Say that an investor is regularly purchasing stock in a particular company. Let \(N(t)\) represent the number of shares owned on day \(t\text{,}\) where \(t = 0\) represents the first day on which shares were purchased. Let \(S(t)\) give the value of one share of the stock on day \(t\text{;}\) note that the units on \(S(t)\) are dollars per share. To compute the total value of the stock on day \(t\text{,}\) we take the product

\begin{equation*}
V(t) = N(t) \, \text{shares} \cdot S(t) \, \text{dollars per share}\text{,}
\end{equation*}

Observe that over time, both the number of shares and the value of a given share will vary. The derivative \(N'(t)\) measures the rate at which the number of shares is changing, while \(S'(t)\) measures the rate at which the value per share is changing. How do these respective rates of change affect the rate of change of the total value function?

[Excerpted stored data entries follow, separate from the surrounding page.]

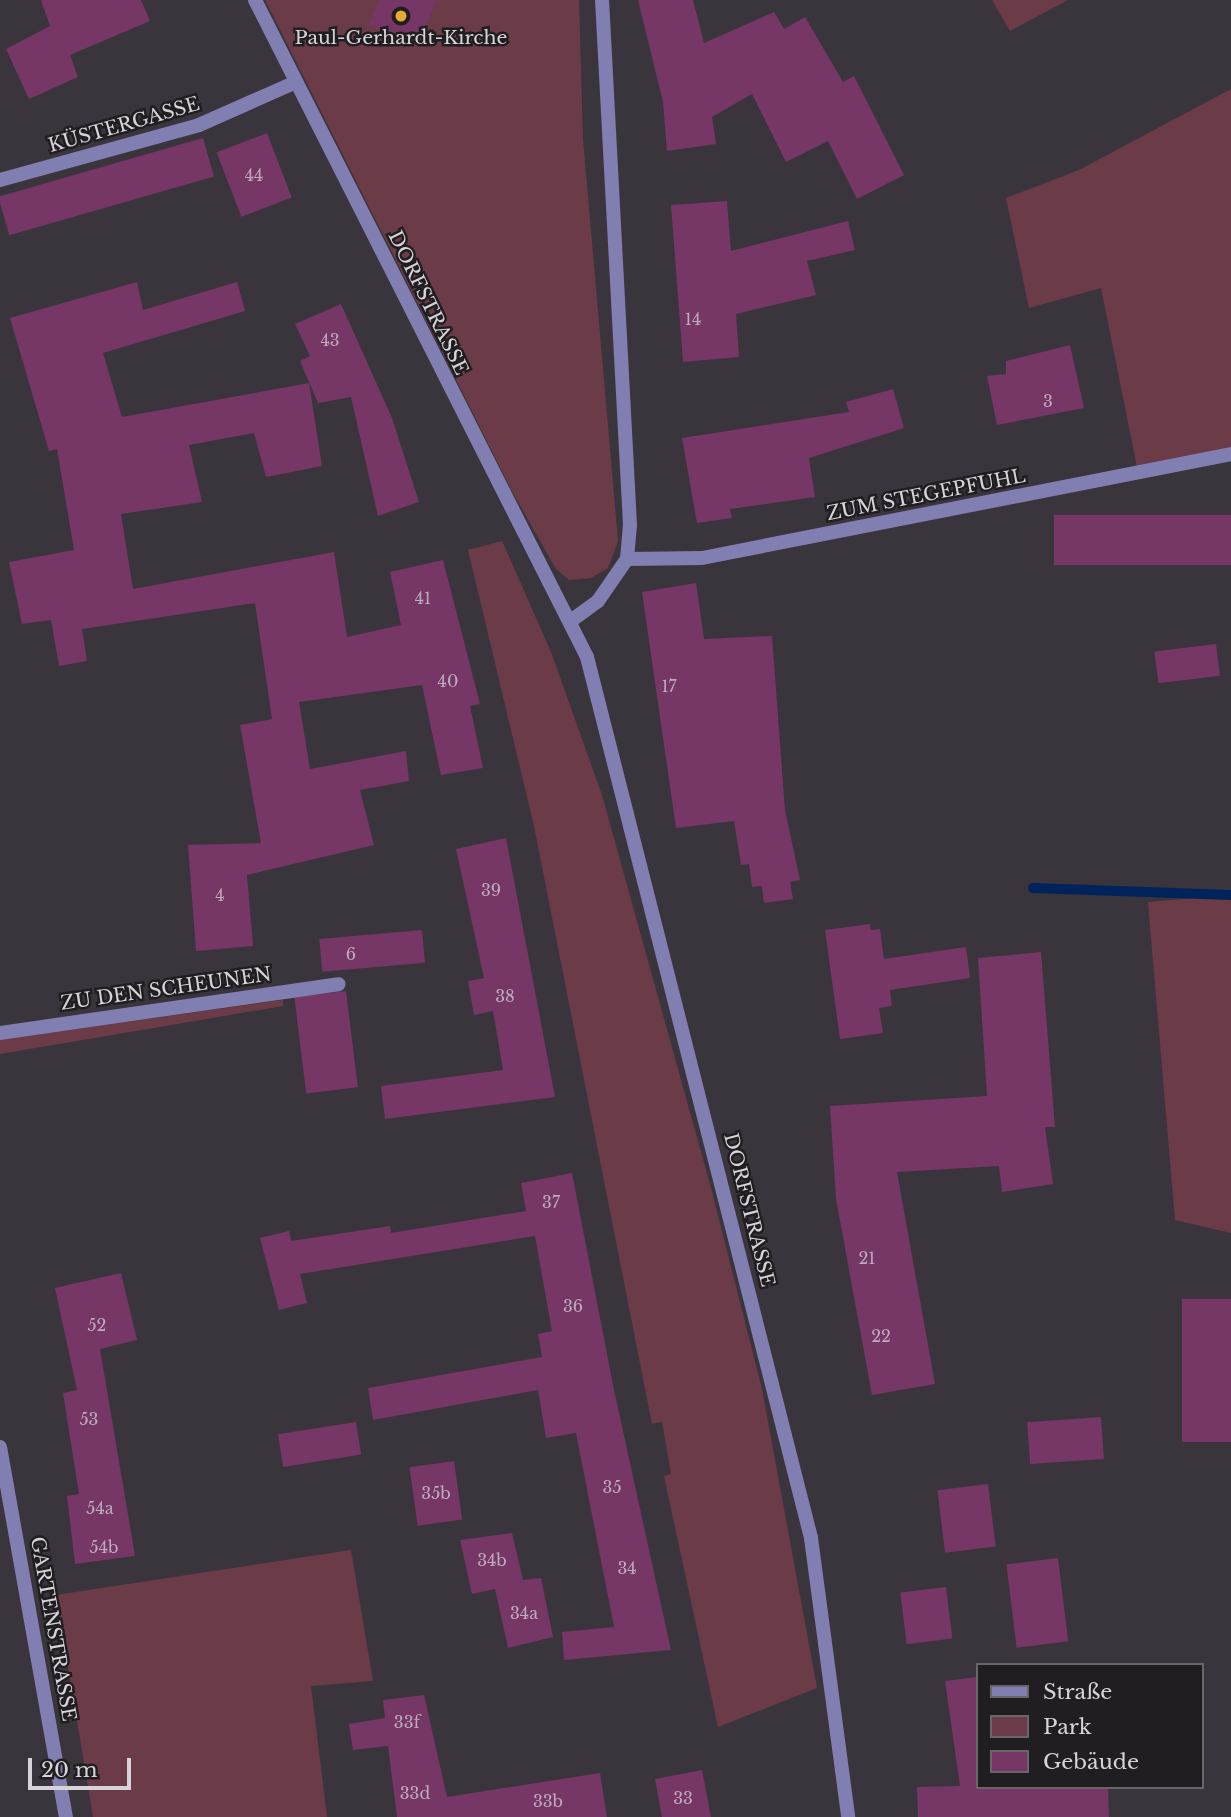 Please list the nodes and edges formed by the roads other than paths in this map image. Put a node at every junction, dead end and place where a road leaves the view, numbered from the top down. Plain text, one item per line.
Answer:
1 (255, 0) edge
2 (602, 0) edge
3 (294, 83) junction
4 (0, 180) edge
5 (1231, 454) edge
6 (627, 559) junction
7 (572, 621) junction
8 (338, 984) dead end
9 (0, 1033) edge
10 (0, 1447) edge
11 (66, 1817) edge
12 (848, 1817) edge

1 - 3 street, DORFSTRASSE
2 - 6 street
3 - 4 street, KÜSTERGASSE
3 - 7 street, DORFSTRASSE
5 - 6 street, ZUM STEGEPFUHL
6 - 7 street
7 - 12 street, DORFSTRASSE
8 - 9 street, ZU DEN SCHEUNEN
10 - 11 street, GARTENSTRASSE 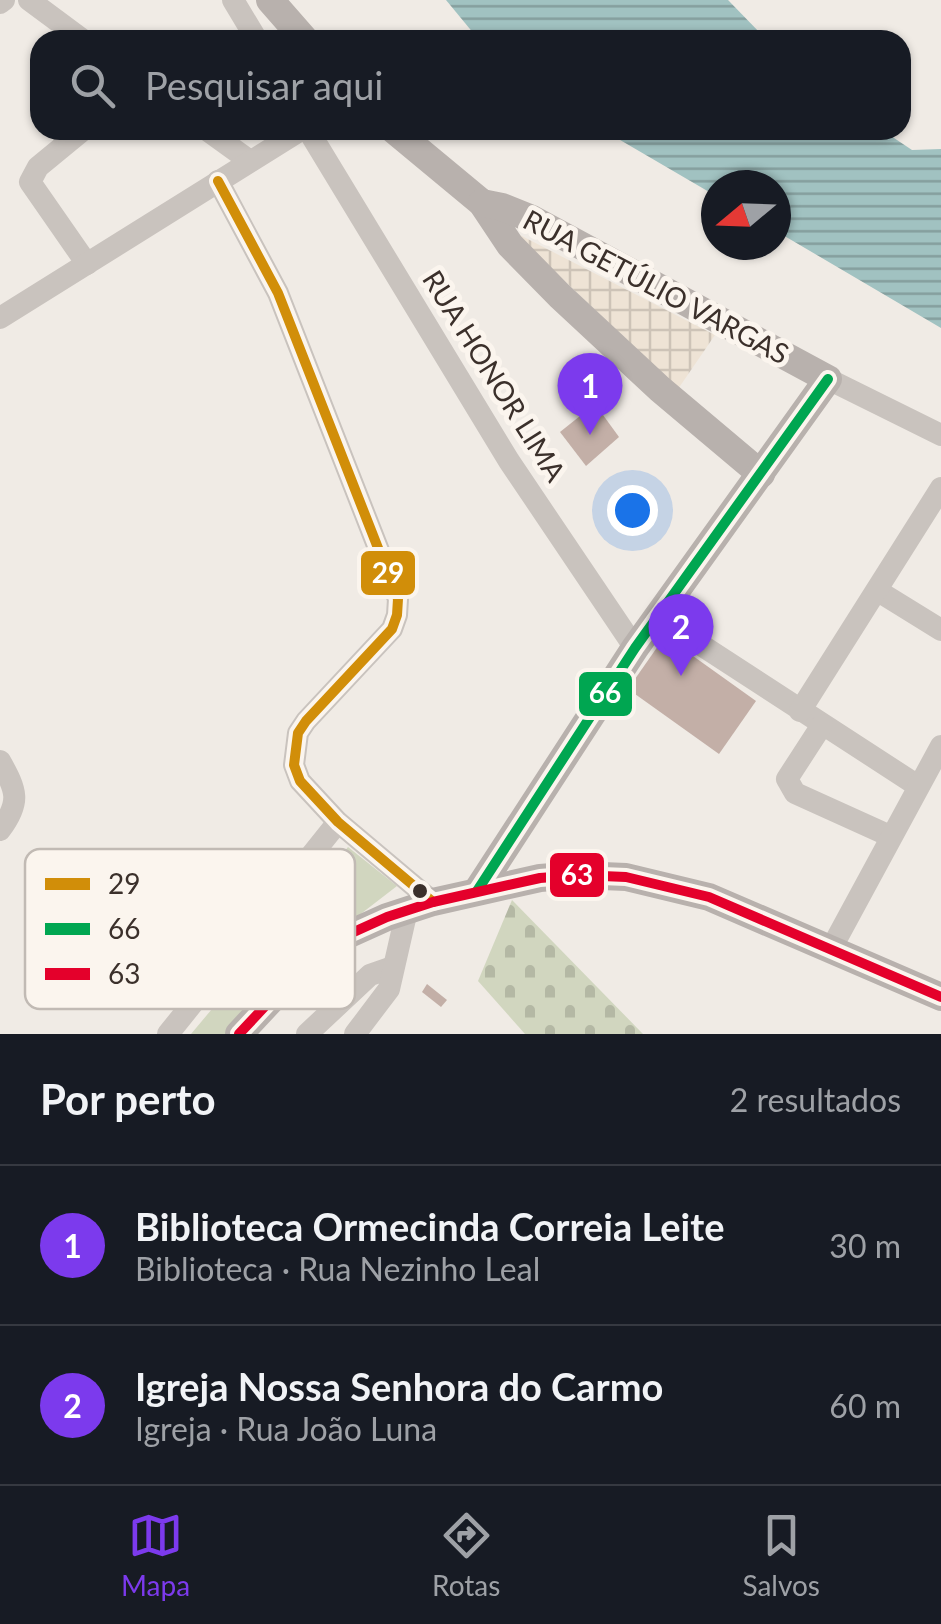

To help us understand the relationship among changes in \(N\text{,}\) \(S\text{,}\) and \(V\text{,}\) let’s consider some specific data.

Suppose that on day 100, the investor owns 520 shares of stock and the stock’s current value is $27.50 per share. This tells us that \(N(100) = 520\) and \(S(100) = 27.50\text{.}\)

On day 100, the investor purchases an additional 12 shares (so the number of shares held is rising at a rate of 12 shares per day).

On that same day the price of the stock is rising at a rate of 0.75 dollars per share per day.

In calculus notation, the latter two facts tell us that \(N'(100) = 12\) (shares per day) and \(S'(100) = 0.75\) (dollars per share per day). At what rate is the value of the investor’s total holdings changing on day 100?

Observe that the increase in total value comes from two sources: the growing number of shares and the rising value of each share.

We expect the total value of the investor’s holdings to rise by about $720 on the 100th day.